*YOUR TASK*
Each record is to be printed exactly as given, down to the last mark.

*** Opening INFORMATION SUPPLIED ***

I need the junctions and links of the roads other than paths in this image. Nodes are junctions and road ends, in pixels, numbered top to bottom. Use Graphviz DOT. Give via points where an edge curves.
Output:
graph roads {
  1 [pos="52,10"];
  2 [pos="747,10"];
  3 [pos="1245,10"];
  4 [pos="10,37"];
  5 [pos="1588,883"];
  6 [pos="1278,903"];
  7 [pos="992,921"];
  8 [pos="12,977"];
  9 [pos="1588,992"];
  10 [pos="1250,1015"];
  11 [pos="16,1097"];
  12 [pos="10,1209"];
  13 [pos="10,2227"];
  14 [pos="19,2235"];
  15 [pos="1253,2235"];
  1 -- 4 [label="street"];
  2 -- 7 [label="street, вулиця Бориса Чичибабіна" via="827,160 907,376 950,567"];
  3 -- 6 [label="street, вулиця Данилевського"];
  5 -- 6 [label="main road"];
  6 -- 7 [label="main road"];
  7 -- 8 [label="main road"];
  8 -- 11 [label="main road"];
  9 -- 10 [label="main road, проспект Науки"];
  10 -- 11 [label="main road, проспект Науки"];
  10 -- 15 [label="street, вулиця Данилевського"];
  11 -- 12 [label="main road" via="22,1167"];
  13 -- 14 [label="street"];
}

*** Closing INFORMATION SUPPLIED ***

*ANSWER SPACE*
I need the junctions and links of the roads other than paths in this image. Nodes are junctions and road ends, in pixels, numbered top to bottom. Use Graphviz DOT. Give via points where an edge curves.
Output:
graph roads {
  1 [pos="52,10"];
  2 [pos="747,10"];
  3 [pos="1245,10"];
  4 [pos="10,37"];
  5 [pos="1588,883"];
  6 [pos="1278,903"];
  7 [pos="992,921"];
  8 [pos="12,977"];
  9 [pos="1588,992"];
  10 [pos="1250,1015"];
  11 [pos="16,1097"];
  12 [pos="10,1209"];
  13 [pos="10,2227"];
  14 [pos="19,2235"];
  15 [pos="1253,2235"];
  1 -- 4 [label="street"];
  2 -- 7 [label="street, вулиця Бориса Чичибабіна" via="827,160 907,376 950,567"];
  3 -- 6 [label="street, вулиця Данилевського"];
  5 -- 6 [label="main road"];
  6 -- 7 [label="main road"];
  7 -- 8 [label="main road"];
  8 -- 11 [label="main road"];
  9 -- 10 [label="main road, проспект Науки"];
  10 -- 11 [label="main road, проспект Науки"];
  10 -- 15 [label="street, вулиця Данилевського"];
  11 -- 12 [label="main road" via="22,1167"];
  13 -- 14 [label="street"];
}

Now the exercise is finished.